- [WHAT IS BEING ASKED] A verbatim copy of the listing is what is needed, minus any pictures.

- [DATA RECORDS]

::::::

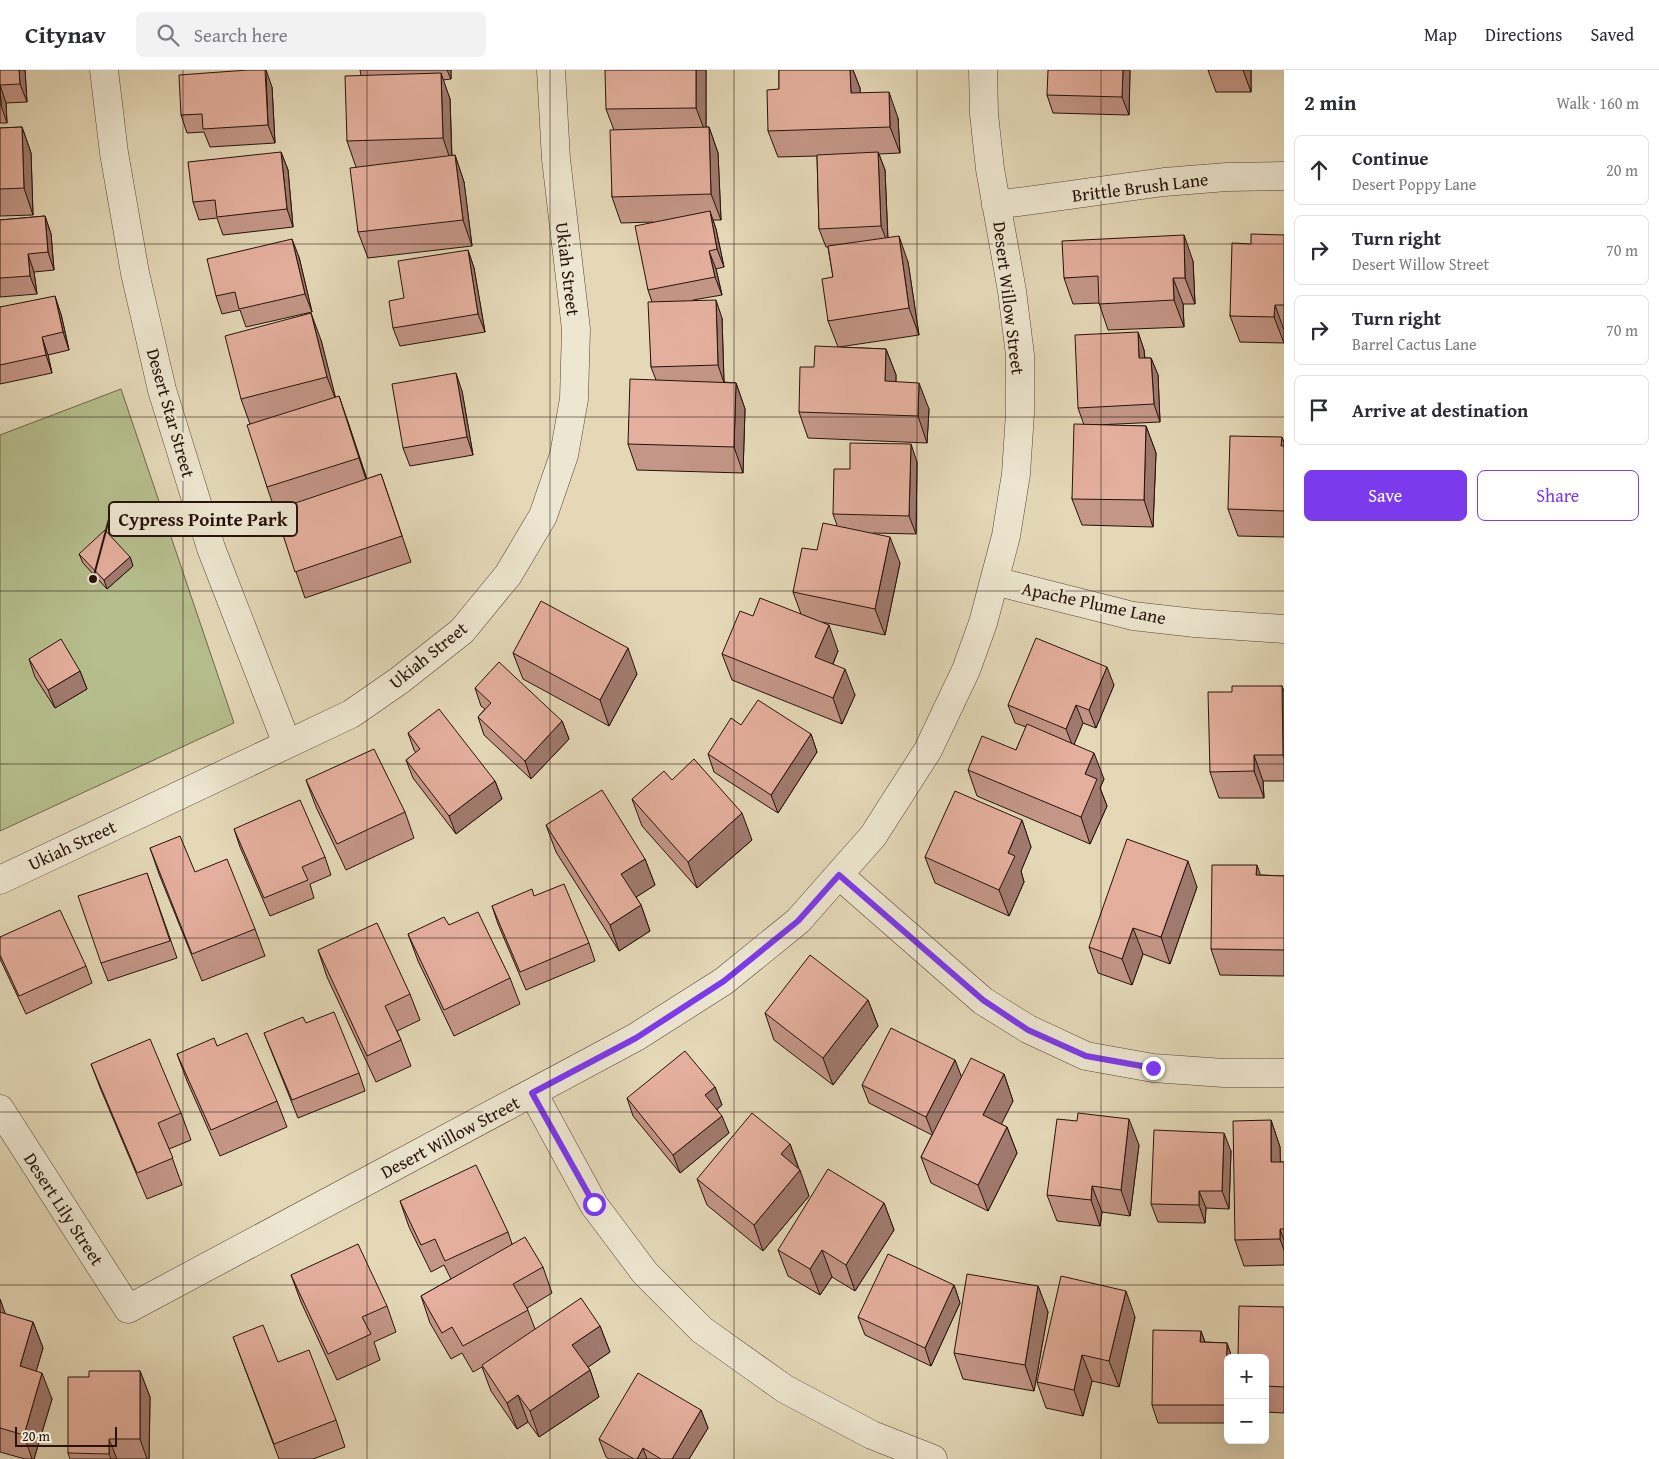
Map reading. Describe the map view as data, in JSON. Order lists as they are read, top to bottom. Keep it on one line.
{"streets":{"street":["Brittle Brush Lane","Ukiah Street","Desert Willow Street","Desert Star Street","Apache Plume Lane","Desert Lily Street"]},"crossings":[["Brittle Brush Lane","Desert Willow Street"],["Ukiah Street","Desert Star Street"],["Desert Willow Street","Apache Plume Lane"],["Desert Willow Street","Desert Lily Street"]],"places":["Cypress Pointe Park"],"scale_bar":"20 m","page":{"header":"Citynav","search":"Search here","nav":["Map","Directions","Saved"],"heading":["2 min","Walk · 160 m"],"list":[["Continue","Desert Poppy Lane","20 m"],["Turn right","Desert Willow Street","70 m"],["Turn right","Barrel Cactus Lane","70 m"],"Arrive at destination"],"buttons":["Save","Share"],"map_buttons":["+","−"],"scale":"20 m"}}
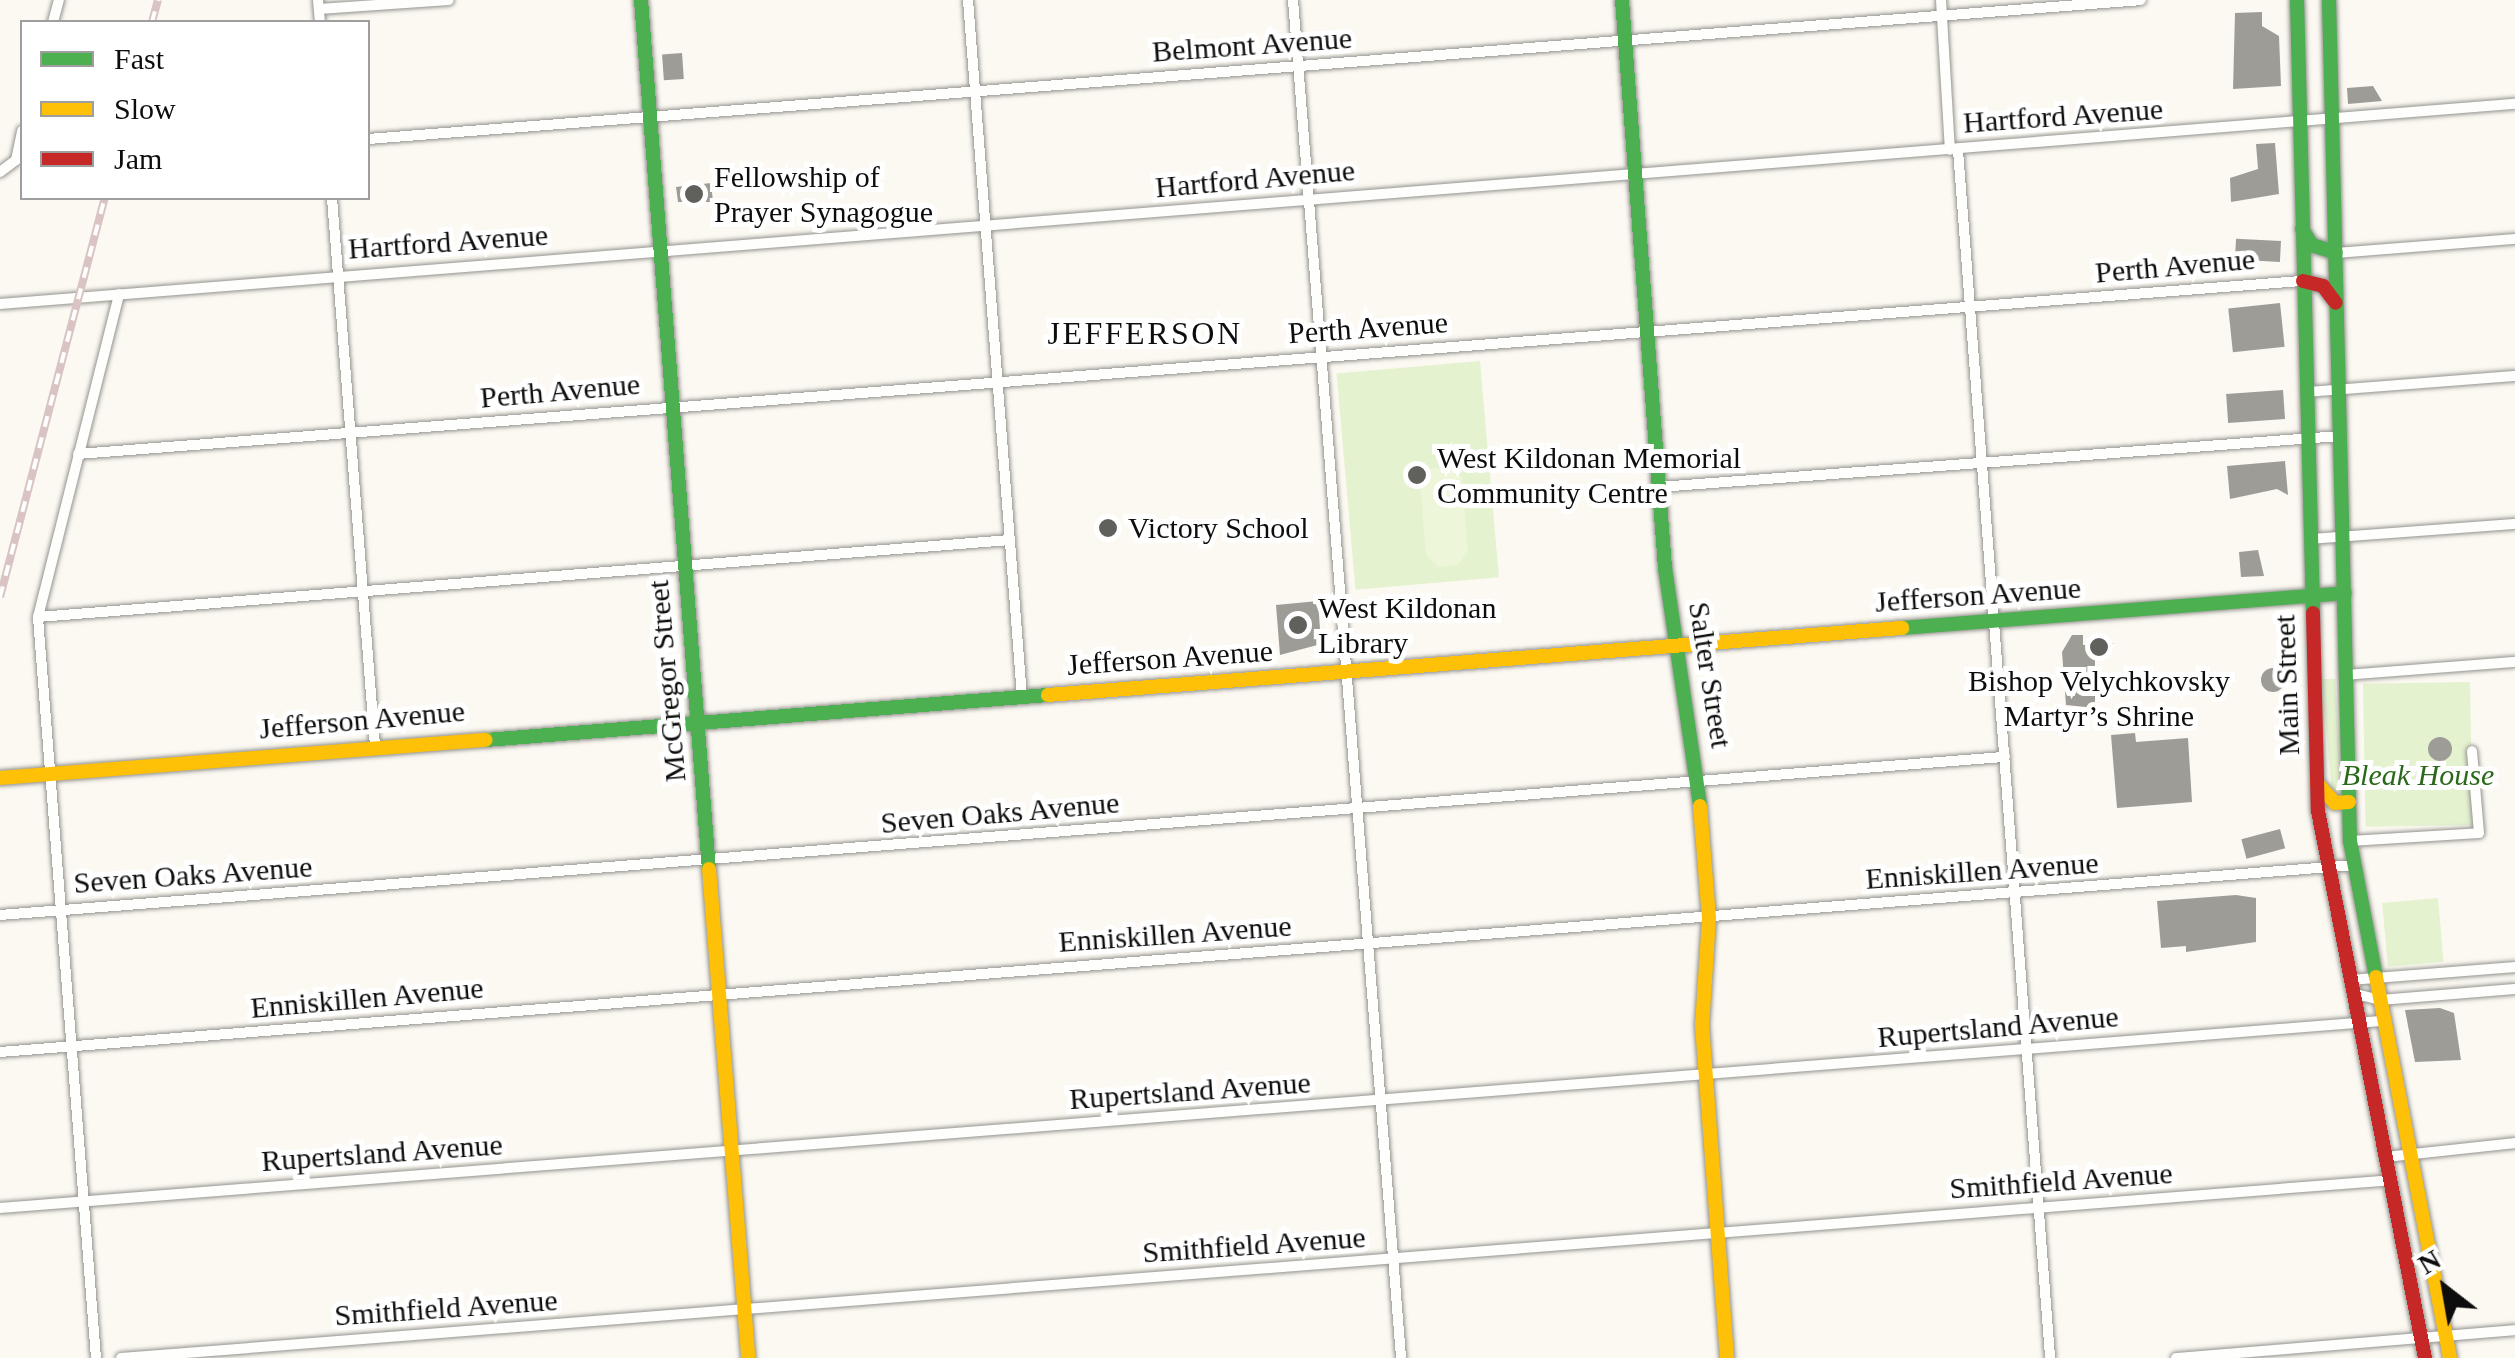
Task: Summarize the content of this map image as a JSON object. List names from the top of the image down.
{
  "streets": {
    "main road": [
      "Jefferson Avenue",
      "Salter Street",
      "McGregor Street",
      "Main Street"
    ],
    "street": [
      "Belmont Avenue",
      "Hartford Avenue",
      "Perth Avenue",
      "Seven Oaks Avenue",
      "Enniskillen Avenue",
      "Rupertsland Avenue",
      "Smithfield Avenue"
    ]
  },
  "crossings": [
    ["Belmont Avenue", "Salter Street"],
    ["Belmont Avenue", "McGregor Street"],
    ["Hartford Avenue", "Salter Street"],
    ["Hartford Avenue", "McGregor Street"],
    ["Hartford Avenue", "Main Street"],
    ["Perth Avenue", "Salter Street"],
    ["Perth Avenue", "McGregor Street"],
    ["Perth Avenue", "Main Street"],
    ["Jefferson Avenue", "Salter Street"],
    ["Jefferson Avenue", "McGregor Street"],
    ["Jefferson Avenue", "Main Street"],
    ["Salter Street", "Seven Oaks Avenue"],
    ["Salter Street", "Enniskillen Avenue"],
    ["Salter Street", "Rupertsland Avenue"],
    ["Salter Street", "Smithfield Avenue"],
    ["McGregor Street", "Seven Oaks Avenue"],
    ["McGregor Street", "Enniskillen Avenue"],
    ["McGregor Street", "Rupertsland Avenue"],
    ["McGregor Street", "Smithfield Avenue"],
    ["Main Street", "Enniskillen Avenue"],
    ["Main Street", "Rupertsland Avenue"],
    ["Main Street", "Smithfield Avenue"]
  ],
  "districts": ["JEFFERSON"],
  "parks": ["Bleak House"],
  "places": [
    "Fellowship of Prayer Synagogue",
    "West Kildonan Memorial Community Centre",
    "Victory School",
    "West Kildonan Library",
    "Bishop Velychkovsky Martyr’s Shrine"
  ],
  "legend": ["Fast", "Slow", "Jam"],
  "north": "top left"
}
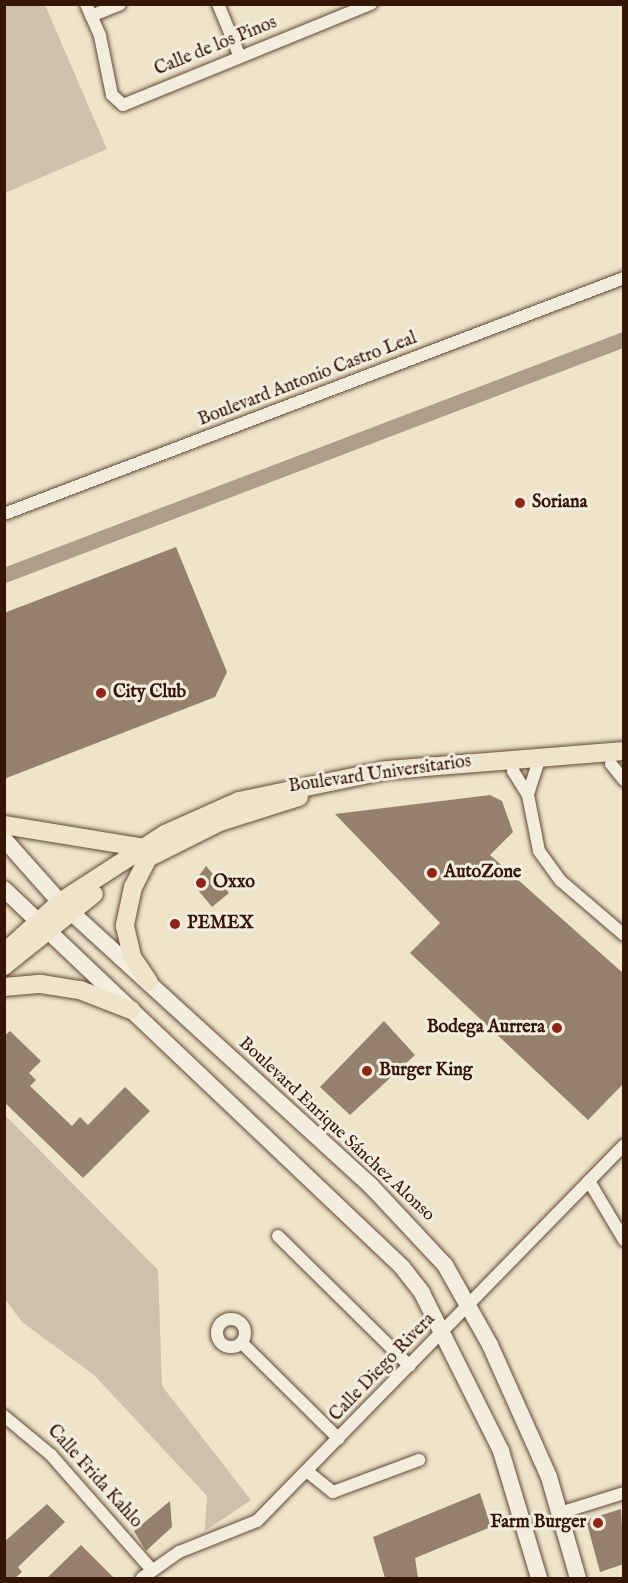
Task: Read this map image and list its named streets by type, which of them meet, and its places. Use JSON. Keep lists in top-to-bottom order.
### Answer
{
  "streets": {
    "main road": ["Boulevard Universitarios", "Boulevard Enrique Sánchez Alonso"],
    "street": [
      "Calle de los Pinos",
      "Boulevard Antonio Castro Leal",
      "Calle Diego Rivera",
      "Calle Frida Kahlo"
    ]
  },
  "crossings": [
    ["Boulevard Universitarios", "Boulevard Enrique Sánchez Alonso"],
    ["Boulevard Enrique Sánchez Alonso", "Calle Diego Rivera"],
    ["Calle Diego Rivera", "Calle Frida Kahlo"]
  ],
  "places": [
    "Soriana",
    "City Club",
    "AutoZone",
    "Oxxo",
    "PEMEX",
    "Bodega Aurrera",
    "Burger King",
    "Farm Burger"
  ]
}
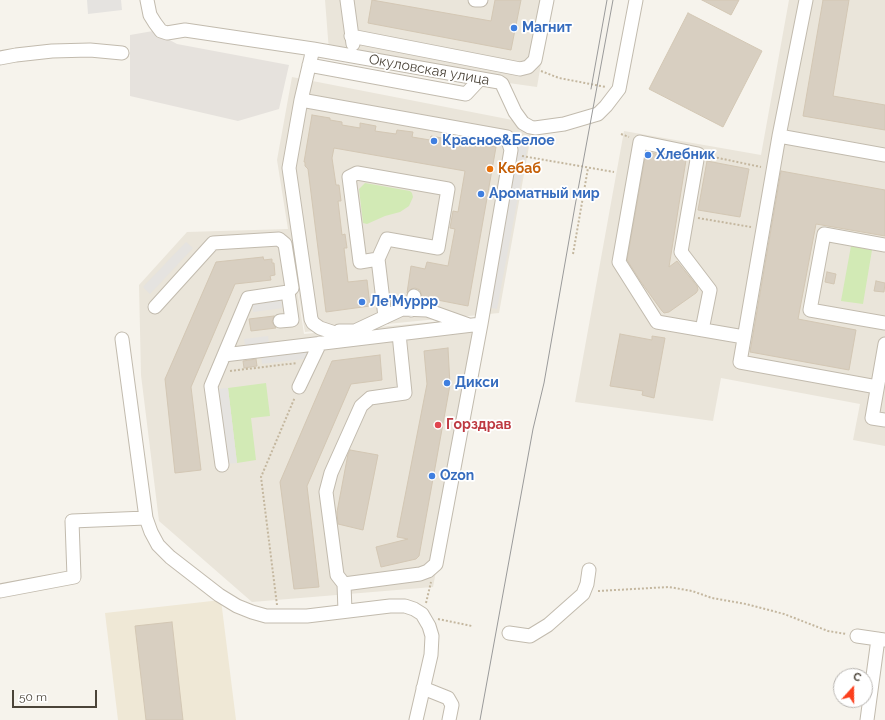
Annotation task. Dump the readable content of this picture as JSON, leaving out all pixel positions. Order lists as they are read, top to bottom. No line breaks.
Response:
{"streets":{"street":["Окуловская улица"]},"places":["Магнит","Красное&Белое","Хлебник","Кебаб","Ароматный мир","Ле'Муррр","Дикси","Горздрав","Ozon"],"scale_bar":"50 m","north":"top"}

::::::

- [WRITTEN SOLUTION]
Map reading. Describe the map view as data, in JSON. Order lists as they are read, top to bottom. Keep it on one line.
{"streets":{"street":["Brittle Brush Lane","Ukiah Street","Desert Willow Street","Desert Star Street","Apache Plume Lane","Desert Lily Street"]},"crossings":[["Brittle Brush Lane","Desert Willow Street"],["Ukiah Street","Desert Star Street"],["Desert Willow Street","Apache Plume Lane"],["Desert Willow Street","Desert Lily Street"]],"places":["Cypress Pointe Park"],"scale_bar":"20 m","page":{"header":"Citynav","search":"Search here","nav":["Map","Directions","Saved"],"heading":["2 min","Walk · 160 m"],"list":[["Continue","Desert Poppy Lane","20 m"],["Turn right","Desert Willow Street","70 m"],["Turn right","Barrel Cactus Lane","70 m"],"Arrive at destination"],"buttons":["Save","Share"],"map_buttons":["+","−"],"scale":"20 m"}}
Task: Summarize the content of this map image as a JSON object. List names from the top of the image down.
{
  "streets": {
    "main road": [
      "Jefferson Avenue",
      "Salter Street",
      "McGregor Street",
      "Main Street"
    ],
    "street": [
      "Belmont Avenue",
      "Hartford Avenue",
      "Perth Avenue",
      "Seven Oaks Avenue",
      "Enniskillen Avenue",
      "Rupertsland Avenue",
      "Smithfield Avenue"
    ]
  },
  "crossings": [
    ["Belmont Avenue", "Salter Street"],
    ["Belmont Avenue", "McGregor Street"],
    ["Hartford Avenue", "Salter Street"],
    ["Hartford Avenue", "McGregor Street"],
    ["Hartford Avenue", "Main Street"],
    ["Perth Avenue", "Salter Street"],
    ["Perth Avenue", "McGregor Street"],
    ["Perth Avenue", "Main Street"],
    ["Jefferson Avenue", "Salter Street"],
    ["Jefferson Avenue", "McGregor Street"],
    ["Jefferson Avenue", "Main Street"],
    ["Salter Street", "Seven Oaks Avenue"],
    ["Salter Street", "Enniskillen Avenue"],
    ["Salter Street", "Rupertsland Avenue"],
    ["Salter Street", "Smithfield Avenue"],
    ["McGregor Street", "Seven Oaks Avenue"],
    ["McGregor Street", "Enniskillen Avenue"],
    ["McGregor Street", "Rupertsland Avenue"],
    ["McGregor Street", "Smithfield Avenue"],
    ["Main Street", "Enniskillen Avenue"],
    ["Main Street", "Rupertsland Avenue"],
    ["Main Street", "Smithfield Avenue"]
  ],
  "districts": ["JEFFERSON"],
  "parks": ["Bleak House"],
  "places": [
    "Fellowship of Prayer Synagogue",
    "West Kildonan Memorial Community Centre",
    "Victory School",
    "West Kildonan Library",
    "Bishop Velychkovsky Martyr’s Shrine"
  ],
  "legend": ["Fast", "Slow", "Jam"],
  "north": "top left"
}
Task: Read this map image and list its named streets by type, which of them meet, and its places. Use JSON. Keep lists in top-to-bottom order.
### Answer
{
  "streets": {
    "main road": ["Boulevard Universitarios", "Boulevard Enrique Sánchez Alonso"],
    "street": [
      "Calle de los Pinos",
      "Boulevard Antonio Castro Leal",
      "Calle Diego Rivera",
      "Calle Frida Kahlo"
    ]
  },
  "crossings": [
    ["Boulevard Universitarios", "Boulevard Enrique Sánchez Alonso"],
    ["Boulevard Enrique Sánchez Alonso", "Calle Diego Rivera"],
    ["Calle Diego Rivera", "Calle Frida Kahlo"]
  ],
  "places": [
    "Soriana",
    "City Club",
    "AutoZone",
    "Oxxo",
    "PEMEX",
    "Bodega Aurrera",
    "Burger King",
    "Farm Burger"
  ]
}
Annotation task. Dump the readable content of this picture as JSON, leaving out all pixel positions. Order lists as they are read, top to bottom. No line breaks.
Response:
{"streets":{"street":["Окуловская улица"]},"places":["Магнит","Красное&Белое","Хлебник","Кебаб","Ароматный мир","Ле'Муррр","Дикси","Горздрав","Ozon"],"scale_bar":"50 m","north":"top"}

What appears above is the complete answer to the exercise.